The Influence of Anxiety

I’d like to add to the recent discussion thread on Harold Bloom

The reason Bloom, in this interview, does not mention Frye in his list of “my greatest influences” is that Frye’s influence ended when Bloom had a nervous breakdown and began to write nonsense after deciding that literature was primarily “based upon agonistic competition,” as he puts it in the interview. It is all about the Oedipus complex and castration anxiety. It is all about which writers are greater, stronger, more powerful than others: in other words, which writers Bloom identifies with, and which ones he dismisses. His judgment of Poe is a perfect instance (see his attack on Poe in the New York Review of Books, “Inescapable Poe”): “Poe’s survival raises perpetually the issue whether literary merit and canonical status necessarily go together. I can think of no other American writer, down to this moment, at once so inescapable and so dubious.” He ridicules, for example, the overwrought prose style of the narrators in Poe’s great tales, a style that is in fact carefully attuned to the states of mind of the characters, who are often criminally insane or on the threshold of consciousness. It is as if a critic were to ridicule Mark Twain’s prose style in The Adventures of Huckleberry Finn because the narrator writes ungrammatically and uses cuss words. In contrast, Frye regarded Poe as a literary genius.

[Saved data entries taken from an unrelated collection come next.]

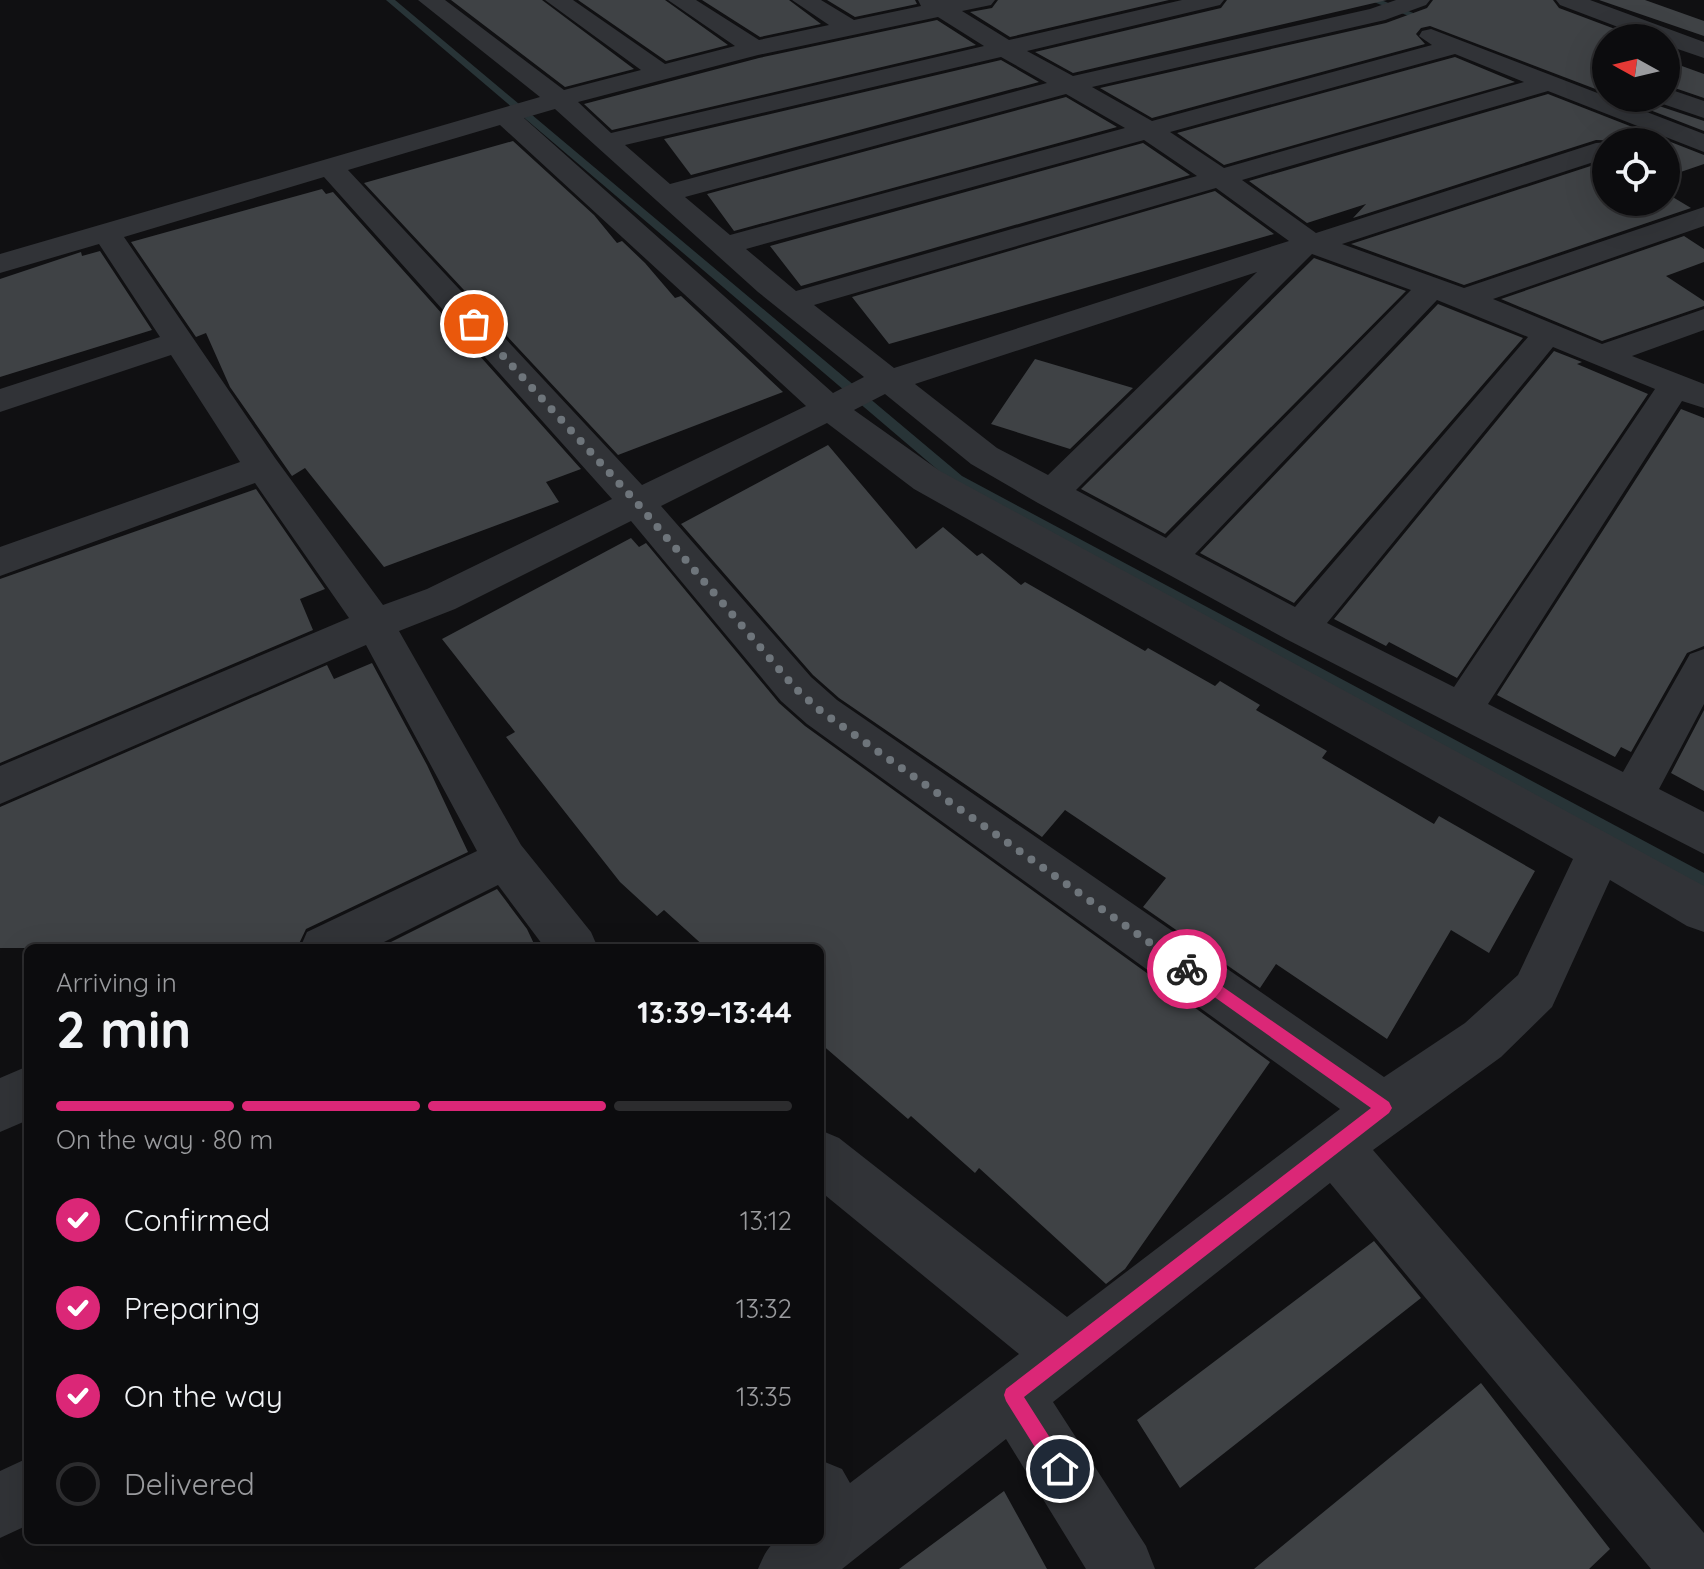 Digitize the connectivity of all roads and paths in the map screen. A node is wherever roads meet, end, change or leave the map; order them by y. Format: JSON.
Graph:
{"nodes":[{"id":1,"x":557,"y":0,"type":"edge"},
{"id":2,"x":680,"y":0,"type":"edge"},
{"id":3,"x":804,"y":0,"type":"edge"},
{"id":4,"x":983,"y":0,"type":"edge"},
{"id":5,"x":1212,"y":0,"type":"edge"},
{"id":6,"x":1338,"y":0,"type":"edge"},
{"id":7,"x":1568,"y":0,"type":"edge"},
{"id":8,"x":444,"y":2,"type":"edge"},
{"id":9,"x":935,"y":5,"type":"edge"},
{"id":10,"x":1401,"y":7,"type":"edge"},
{"id":11,"x":1442,"y":14,"type":"dead end"},
{"id":12,"x":852,"y":29,"type":"junction"},
{"id":13,"x":1456,"y":46,"type":"junction"},
{"id":14,"x":755,"y":48,"type":"junction"},
{"id":15,"x":1006,"y":49,"type":"junction"},
{"id":16,"x":1704,"y":51,"type":"edge"},
{"id":17,"x":660,"y":72,"type":"junction"},
{"id":18,"x":1548,"y":83,"type":"junction"},
{"id":19,"x":1069,"y":85,"type":"junction"},
{"id":20,"x":552,"y":102,"type":"junction"},
{"id":21,"x":509,"y":115,"type":"junction"},
{"id":22,"x":1693,"y":125,"type":"edge"},
{"id":23,"x":1148,"y":130,"type":"junction"},
{"id":24,"x":605,"y":142,"type":"junction"},
{"id":25,"x":1592,"y":153,"type":"edge"},
{"id":26,"x":331,"y":168,"type":"junction"},
{"id":27,"x":1222,"y":179,"type":"junction"},
{"id":28,"x":664,"y":194,"type":"junction"},
{"id":29,"x":1704,"y":216,"type":"edge"},
{"id":30,"x":106,"y":232,"type":"junction"},
{"id":31,"x":1304,"y":245,"type":"junction"},
{"id":32,"x":724,"y":246,"type":"junction"},
{"id":33,"x":0,"y":264,"type":"edge"},
{"id":34,"x":1448,"y":293,"type":"junction"},
{"id":35,"x":792,"y":302,"type":"junction"},
{"id":36,"x":1704,"y":319,"type":"edge"},
{"id":37,"x":1548,"y":333,"type":"junction"},
{"id":38,"x":181,"y":341,"type":"junction"},
{"id":39,"x":1602,"y":355,"type":"junction"},
{"id":40,"x":1690,"y":391,"type":"edge"},
{"id":41,"x":860,"y":394,"type":"junction"},
{"id":42,"x":0,"y":401,"type":"edge"},
{"id":43,"x":262,"y":467,"type":"junction"},
{"id":44,"x":1051,"y":494,"type":"junction"},
{"id":45,"x":637,"y":503,"type":"junction"},
{"id":46,"x":1170,"y":557,"type":"junction"},
{"id":47,"x":0,"y":562,"type":"edge"},
{"id":48,"x":375,"y":624,"type":"junction"},
{"id":49,"x":1300,"y":628,"type":"junction"},
{"id":50,"x":1704,"y":665,"type":"edge"},
{"id":51,"x":1461,"y":711,"type":"junction"},
{"id":52,"x":0,"y":786,"type":"edge"},
{"id":53,"x":1633,"y":795,"type":"junction"},
{"id":54,"x":1704,"y":834,"type":"edge"},
{"id":55,"x":1600,"y":851,"type":"junction"},
{"id":56,"x":505,"y":859,"type":"junction"},
{"id":57,"x":1704,"y":911,"type":"edge"},
{"id":58,"x":332,"y":944,"type":"edge"},
{"id":59,"x":571,"y":944,"type":"edge"},
{"id":60,"x":24,"y":1094,"type":"edge"},
{"id":61,"x":0,"y":1106,"type":"edge"},
{"id":62,"x":1384,"y":1108,"type":"junction"},
{"id":63,"x":1334,"y":1146,"type":"junction"},
{"id":64,"x":824,"y":1160,"type":"edge"},
{"id":65,"x":1065,"y":1353,"type":"junction"},
{"id":66,"x":1013,"y":1395,"type":"junction"},
{"id":67,"x":24,"y":1492,"type":"edge"},
{"id":68,"x":0,"y":1507,"type":"edge"},
{"id":69,"x":830,"y":1511,"type":"edge"},
{"id":70,"x":807,"y":1544,"type":"edge"},
{"id":71,"x":790,"y":1569,"type":"edge"},
{"id":72,"x":1123,"y":1569,"type":"edge"},
{"id":73,"x":1693,"y":1569,"type":"edge"}],
"edges":[{"from":1,"to":17,"type":"street"},
{"from":2,"to":14,"type":"street"},
{"from":3,"to":12,"type":"street"},
{"from":4,"to":9,"type":"street"},
{"from":5,"to":15,"type":"street"},
{"from":6,"to":10,"type":"street"},
{"from":7,"to":16,"type":"street"},
{"from":8,"to":20,"type":"street"},
{"from":9,"to":12,"type":"street"},
{"from":9,"to":15,"type":"street"},
{"from":10,"to":11,"type":"street"},
{"from":10,"to":13,"type":"street"},
{"from":10,"to":19,"type":"street"},
{"from":12,"to":14,"type":"street"},
{"from":13,"to":18,"type":"street"},
{"from":13,"to":23,"type":"street"},
{"from":14,"to":17,"type":"street"},
{"from":15,"to":19,"type":"street"},
{"from":15,"to":24,"type":"street"},
{"from":17,"to":20,"type":"street"},
{"from":18,"to":22,"type":"street"},
{"from":18,"to":27,"type":"street"},
{"from":19,"to":23,"type":"street"},
{"from":19,"to":28,"type":"street"},
{"from":20,"to":21,"type":"street"},
{"from":20,"to":24,"type":"street"},
{"from":21,"to":26,"type":"street"},
{"from":21,"to":41,"type":"street"},
{"from":23,"to":27,"type":"street"},
{"from":23,"to":32,"type":"street"},
{"from":24,"to":28,"type":"street"},
{"from":25,"to":31,"type":"street"},
{"from":26,"to":30,"type":"street"},
{"from":26,"to":45,"type":"street"},
{"from":27,"to":31,"type":"street"},
{"from":27,"to":35,"type":"street"},
{"from":28,"to":32,"type":"street"},
{"from":29,"to":34,"type":"street"},
{"from":30,"to":33,"type":"street"},
{"from":30,"to":38,"type":"street"},
{"from":31,"to":34,"type":"street"},
{"from":31,"to":41,"type":"street"},
{"from":31,"to":44,"type":"street"},
{"from":32,"to":35,"type":"street"},
{"from":34,"to":37,"type":"street"},
{"from":34,"to":46,"type":"street"},
{"from":35,"to":41,"type":"street"},
{"from":36,"to":39,"type":"street"},
{"from":37,"to":39,"type":"street"},
{"from":37,"to":49,"type":"street"},
{"from":38,"to":42,"type":"street"},
{"from":38,"to":43,"type":"street"},
{"from":39,"to":40,"type":"street"},
{"from":40,"to":51,"type":"street"},
{"from":41,"to":44,"type":"street"},
{"from":41,"to":45,"type":"street"},
{"from":41,"to":55,"type":"street"},
{"from":43,"to":47,"type":"street"},
{"from":43,"to":48,"type":"street"},
{"from":44,"to":46,"type":"street"},
{"from":45,"to":48,"type":"street"},
{"from":45,"to":62,"type":"street"},
{"from":46,"to":49,"type":"street"},
{"from":48,"to":52,"type":"street"},
{"from":48,"to":56,"type":"street"},
{"from":49,"to":51,"type":"street"},
{"from":50,"to":53,"type":"street"},
{"from":51,"to":53,"type":"street"},
{"from":53,"to":54,"type":"street"},
{"from":55,"to":57,"type":"street"},
{"from":55,"to":62,"type":"street"},
{"from":56,"to":58,"type":"street"},
{"from":56,"to":59,"type":"street"},
{"from":60,"to":61,"type":"street"},
{"from":62,"to":63,"type":"street"},
{"from":63,"to":65,"type":"street"},
{"from":63,"to":73,"type":"street"},
{"from":64,"to":65,"type":"street"},
{"from":65,"to":66,"type":"street"},
{"from":66,"to":69,"type":"street"},
{"from":66,"to":72,"type":"street"},
{"from":67,"to":68,"type":"street"},
{"from":70,"to":71,"type":"street"}]}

Here is how Bloom sums up his ‘literary theory’ of influence: ”I use the Shakespearean term ‘misprision,’ which is a kind of deliberate creativeness. The later work overturns an earlier work in order to get free of it. The new poem, new story, new drama or new novel is a creative misreading of the work that engendered it.” Literature is thus reduced to a Nietzschean or Oedipal struggle between grand creative minds. When literature is not that, for Bloom, it is the “touchstone theory” all over again: as he quotes Curtius, literature is “a reservoir of spiritual energies through which we can flavour and ennoble our present-day life.” Is this really what literature is all about? A kind of aesthetic and spiritual gilding of our prosperous middle-class life? Such an ennobling influence, however, doesn’t seem to have had much effect on Bloom. Read the interview, which starts, not very nobly, with a rant about attacks on the canon and his “desperate” but futile attempts to defend the curriculum of great books against the invasion of feminist Visigoths:

I do not give in to political considerations, however they mask themselves. All this business about gender, social class, sexual orientation and skin pigmentation is nonsense. I’m 81. I’m not prepared to temporise any more. I’ve been prophesying like Jeremiah since 1968, warning the profession that it was destroying itself. And it has.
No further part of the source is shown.